The findings address the research question by quantitatively calculating the collinear REE in chiral crystals and explaining its long-range nature. The results show good agreement with recent experiments for Te, confirming that spin accumulation is responsible for the observed chirality-dependent charge-to-spin conversion. The demonstration of a quasi-persistent spin helix in chiral materials explains the observed long-range spin transport, unlike conventional REE where spin decoherence is prominent. This understanding of long-range spin transport, especially the effect of the quasi-persistent spin helix, is crucial for developing spintronics devices. The difference in spin accumulation between Te and TaSi2 is discussed, emphasizing the role of multiple bands in TaSi2. The method used, implemented in PAOFLOW, enables further calculations of spin transport in various materials. The authors note that while the experimental data for TaSi2 is not quantitative, their findings are consistent with the observed chirality-dependent spin transport.

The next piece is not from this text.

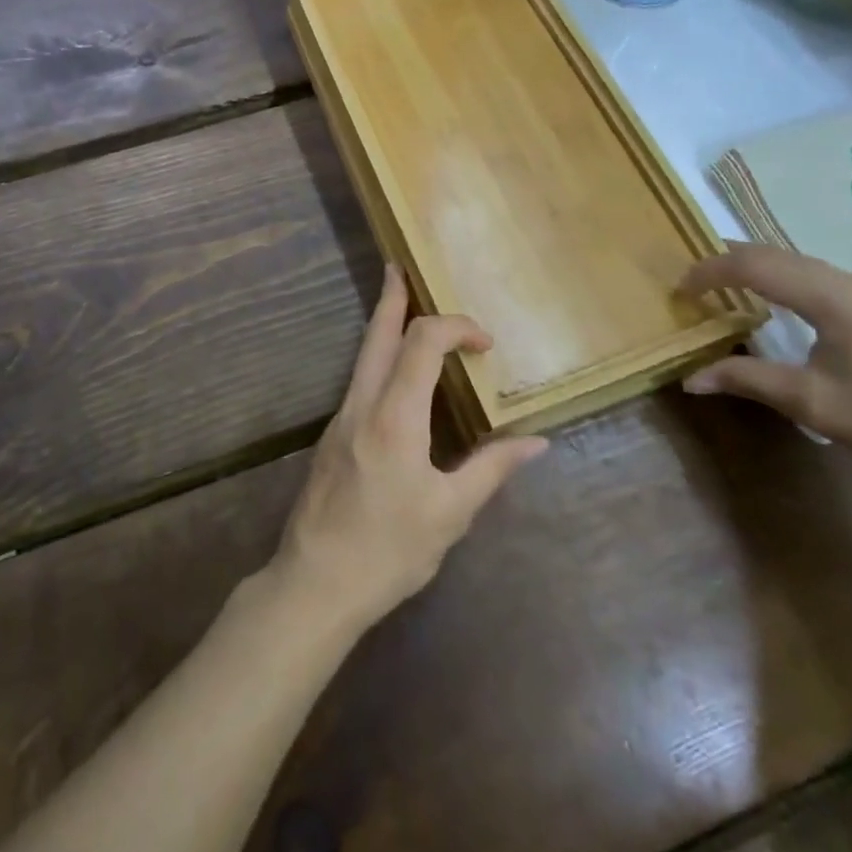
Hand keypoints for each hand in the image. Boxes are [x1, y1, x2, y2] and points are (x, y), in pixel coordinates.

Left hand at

The study successfully calculated the collinear REE for Te and TaSi2 using a DFT-based approach, validating the role of spin accumulation in chirality-dependent charge-to-spin conversion. The demonstration of a quasi-persistent spin helix protecting spins against scattering is a crucial finding, explaining long-range spin transport in chiral materials. This work significantly impacts spintronics device design, and the presented method allows for further exploration of spin transport in various materials. Future work could focus on investigating other chiral materials and exploring the influence of material defects and external fields on spin transport.

The calculated magnetization in Te is an order of magnitude lower than the experimental estimate. This discrepancy requires further investigation. The temperature dependence of spin accumulation in Te also needs further study. While the approach provides a quantitative method, direct comparison with experimental data for TaSi2 is limited by the qualitative nature of the existing experimental results.